Que varios osos mueran atropellados en poco más de un mes puede ser una concatenación
accidental, pero lo cierto es que las carreteras de montaña del suroccidente, donde
principalmente viven los osos en Asturias, o la propia autopista del Huerna -en la que se
produjeron dos de los recientes casos de atropellos- han tenido en estos últimos años,
particularmente este pasado verano, un importante incremento de tráfico relacionado con el boom turístico de la cornisa cantábrica. Los atropellos de osos, al igual que sucede con los linces -cuya primera causa de mortalidad está en las carreteras-, mucho me temo que van a ser cada vez más frecuentes en los próximos años. Hay unos pocos osos más, sí, pero algunos indicadores apuntan que hay muchos más vehículos circulando por áreas oseras en los llamados periodos vacacionales. Por no hablar de las decenas de grabaciones de osos en carreteras, en muchos casos imprudentemente seguidos por conductores con el único objetivo de lograr un momento de gloria en redes sociales.
Pero no solo hay más coches, es que también somos más visitantes en los espacios naturales -a la captura de selfis, de ‘refugios climáticos’ y de cachopos- y es que, a pesar del vaciado demográfico de muchas zonas de montaña, los usos en el monte no se han aminorado: a los aprovechamientos de ocio en la naturaleza se suma un incremento en la explotación con usos ganaderos, mineros, forestales o energéticos.
Los osos necesitan grandes espacios para vivir y para alimentarse. Cuando los osos se
desplazan en busca de alimento, de refugio o de relaciones -los osos y las osas follan en
primavera, love is in the air-, corren más riesgos si hay más coches circulando, y a su vez corren más riesgos cruzando las carreteras si se ven inquietados si hay más gente haciendo rutas de montaña, más vacas, más complejos eólicos o más cazadores, actividades todas ellas que perturban a los osos, así son de tiquismiquis.
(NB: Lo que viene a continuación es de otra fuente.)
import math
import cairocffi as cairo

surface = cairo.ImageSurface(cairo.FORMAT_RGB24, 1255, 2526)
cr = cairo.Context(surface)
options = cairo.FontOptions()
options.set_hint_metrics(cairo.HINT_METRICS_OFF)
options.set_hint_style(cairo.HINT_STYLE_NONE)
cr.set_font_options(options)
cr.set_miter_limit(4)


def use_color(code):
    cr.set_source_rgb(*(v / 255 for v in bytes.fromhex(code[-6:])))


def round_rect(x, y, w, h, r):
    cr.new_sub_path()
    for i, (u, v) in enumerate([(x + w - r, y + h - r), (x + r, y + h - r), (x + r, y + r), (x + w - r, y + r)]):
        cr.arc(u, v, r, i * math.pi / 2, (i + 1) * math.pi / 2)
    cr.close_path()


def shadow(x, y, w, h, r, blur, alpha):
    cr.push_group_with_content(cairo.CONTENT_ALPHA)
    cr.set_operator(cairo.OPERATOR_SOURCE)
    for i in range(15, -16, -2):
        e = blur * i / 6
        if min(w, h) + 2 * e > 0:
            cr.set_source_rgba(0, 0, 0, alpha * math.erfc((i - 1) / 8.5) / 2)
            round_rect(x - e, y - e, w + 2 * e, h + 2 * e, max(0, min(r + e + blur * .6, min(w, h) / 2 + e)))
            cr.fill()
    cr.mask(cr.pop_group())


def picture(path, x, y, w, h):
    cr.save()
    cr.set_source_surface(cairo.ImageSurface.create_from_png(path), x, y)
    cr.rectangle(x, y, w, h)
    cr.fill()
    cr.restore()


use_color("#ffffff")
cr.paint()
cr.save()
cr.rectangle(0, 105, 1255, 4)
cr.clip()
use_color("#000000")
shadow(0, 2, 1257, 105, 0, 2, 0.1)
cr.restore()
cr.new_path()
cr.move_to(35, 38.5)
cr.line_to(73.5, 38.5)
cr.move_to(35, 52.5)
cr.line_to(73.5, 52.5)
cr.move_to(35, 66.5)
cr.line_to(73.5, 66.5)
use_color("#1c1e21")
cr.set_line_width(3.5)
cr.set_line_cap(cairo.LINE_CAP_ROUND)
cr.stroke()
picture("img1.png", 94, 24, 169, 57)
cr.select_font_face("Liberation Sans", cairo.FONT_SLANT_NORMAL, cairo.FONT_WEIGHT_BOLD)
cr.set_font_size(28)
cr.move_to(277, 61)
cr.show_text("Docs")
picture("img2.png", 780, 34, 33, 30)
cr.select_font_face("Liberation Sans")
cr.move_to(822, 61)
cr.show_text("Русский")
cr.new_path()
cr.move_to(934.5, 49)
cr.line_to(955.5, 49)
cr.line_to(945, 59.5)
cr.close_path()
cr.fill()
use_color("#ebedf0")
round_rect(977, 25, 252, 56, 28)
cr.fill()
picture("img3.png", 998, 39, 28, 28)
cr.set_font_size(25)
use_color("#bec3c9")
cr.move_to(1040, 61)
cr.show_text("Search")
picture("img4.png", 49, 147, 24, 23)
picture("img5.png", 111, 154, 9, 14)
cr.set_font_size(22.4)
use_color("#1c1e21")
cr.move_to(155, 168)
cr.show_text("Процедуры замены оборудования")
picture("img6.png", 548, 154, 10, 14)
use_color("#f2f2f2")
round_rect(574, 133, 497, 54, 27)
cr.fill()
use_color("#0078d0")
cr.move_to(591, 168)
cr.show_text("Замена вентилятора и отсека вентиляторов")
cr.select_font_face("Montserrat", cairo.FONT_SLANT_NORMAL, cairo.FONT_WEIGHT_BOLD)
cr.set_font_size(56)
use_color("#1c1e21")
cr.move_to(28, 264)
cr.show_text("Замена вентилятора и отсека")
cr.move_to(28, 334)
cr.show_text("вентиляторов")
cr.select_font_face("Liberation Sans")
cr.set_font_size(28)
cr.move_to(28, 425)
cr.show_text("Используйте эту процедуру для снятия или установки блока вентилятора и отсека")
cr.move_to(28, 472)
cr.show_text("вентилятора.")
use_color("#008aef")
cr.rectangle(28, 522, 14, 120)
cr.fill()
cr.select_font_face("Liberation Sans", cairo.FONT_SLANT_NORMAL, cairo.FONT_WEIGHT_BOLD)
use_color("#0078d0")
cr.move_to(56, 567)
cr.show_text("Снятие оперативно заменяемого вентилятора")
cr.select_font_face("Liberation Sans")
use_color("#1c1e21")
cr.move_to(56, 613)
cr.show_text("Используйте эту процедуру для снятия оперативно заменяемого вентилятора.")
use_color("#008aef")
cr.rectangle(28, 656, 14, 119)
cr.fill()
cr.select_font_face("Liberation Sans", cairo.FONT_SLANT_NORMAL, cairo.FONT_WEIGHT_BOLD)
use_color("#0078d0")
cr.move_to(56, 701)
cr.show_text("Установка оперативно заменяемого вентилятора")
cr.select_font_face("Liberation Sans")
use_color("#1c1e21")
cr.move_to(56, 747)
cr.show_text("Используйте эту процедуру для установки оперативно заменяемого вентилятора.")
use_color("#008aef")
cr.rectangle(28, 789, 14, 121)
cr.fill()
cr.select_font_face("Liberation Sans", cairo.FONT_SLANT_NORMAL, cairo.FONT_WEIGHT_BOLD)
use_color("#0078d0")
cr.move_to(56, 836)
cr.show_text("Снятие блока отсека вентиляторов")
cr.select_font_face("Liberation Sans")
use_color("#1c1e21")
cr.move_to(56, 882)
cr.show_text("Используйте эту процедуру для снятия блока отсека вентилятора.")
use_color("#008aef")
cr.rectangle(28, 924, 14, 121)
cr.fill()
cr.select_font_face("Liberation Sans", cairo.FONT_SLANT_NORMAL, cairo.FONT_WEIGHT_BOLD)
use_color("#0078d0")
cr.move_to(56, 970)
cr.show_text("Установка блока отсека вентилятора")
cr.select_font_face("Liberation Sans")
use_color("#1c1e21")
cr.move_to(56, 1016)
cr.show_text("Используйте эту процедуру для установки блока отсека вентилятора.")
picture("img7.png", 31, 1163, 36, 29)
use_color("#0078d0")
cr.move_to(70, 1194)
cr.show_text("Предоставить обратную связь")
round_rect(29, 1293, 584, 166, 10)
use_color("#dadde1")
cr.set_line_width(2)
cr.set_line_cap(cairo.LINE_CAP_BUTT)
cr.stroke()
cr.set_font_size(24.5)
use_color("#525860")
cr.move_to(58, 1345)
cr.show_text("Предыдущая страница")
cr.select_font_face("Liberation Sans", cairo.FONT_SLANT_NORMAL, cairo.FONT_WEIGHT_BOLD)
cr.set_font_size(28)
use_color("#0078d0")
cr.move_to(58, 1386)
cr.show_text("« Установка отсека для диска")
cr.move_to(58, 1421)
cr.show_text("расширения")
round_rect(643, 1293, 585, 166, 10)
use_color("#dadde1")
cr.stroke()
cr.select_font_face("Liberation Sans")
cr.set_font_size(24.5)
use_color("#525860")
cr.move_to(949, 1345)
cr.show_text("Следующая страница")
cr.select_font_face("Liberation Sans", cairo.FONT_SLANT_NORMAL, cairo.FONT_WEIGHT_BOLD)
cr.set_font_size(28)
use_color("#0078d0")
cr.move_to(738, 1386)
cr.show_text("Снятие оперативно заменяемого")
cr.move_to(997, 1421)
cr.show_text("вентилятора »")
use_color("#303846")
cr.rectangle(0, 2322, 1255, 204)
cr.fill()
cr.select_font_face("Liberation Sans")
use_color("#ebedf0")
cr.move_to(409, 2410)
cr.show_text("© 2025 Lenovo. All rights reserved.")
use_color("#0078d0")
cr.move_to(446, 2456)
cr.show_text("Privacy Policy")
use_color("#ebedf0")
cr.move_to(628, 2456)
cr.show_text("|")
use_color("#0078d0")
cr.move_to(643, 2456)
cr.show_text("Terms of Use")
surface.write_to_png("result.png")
Llegados a este punto nos tenemos que empezar a plantear cuánto espacio estamos
dispuestos a dejar para los osos cantábricos -y de paso a urogallos, tejones o musarañas- y en qué condiciones. Nuestro oso con la cabeza metida en un barril de plástico es una metáfora de la situación en que viven los osos cantábricos, unos bichos formidables un poco convertidos en peleles a los que vendemos como reclamo turístico y de los que hacemos imanes para la nevera como recuerdo, pero que viven amenazados como esas tortugas que aparecen atrapadas en redes de pesca.
De aquel oso metido en salazón con el que abría, hemos pasado a un oso con la cabeza metida en un bidón. Es cierto, el primero no tuvo la oportunidad de seguir viviendo como este, pero si queremos conservar una pequeña parte del territorio salvaje tenemos que empezar a asumir compromisos que conlleven algunos sacrificios.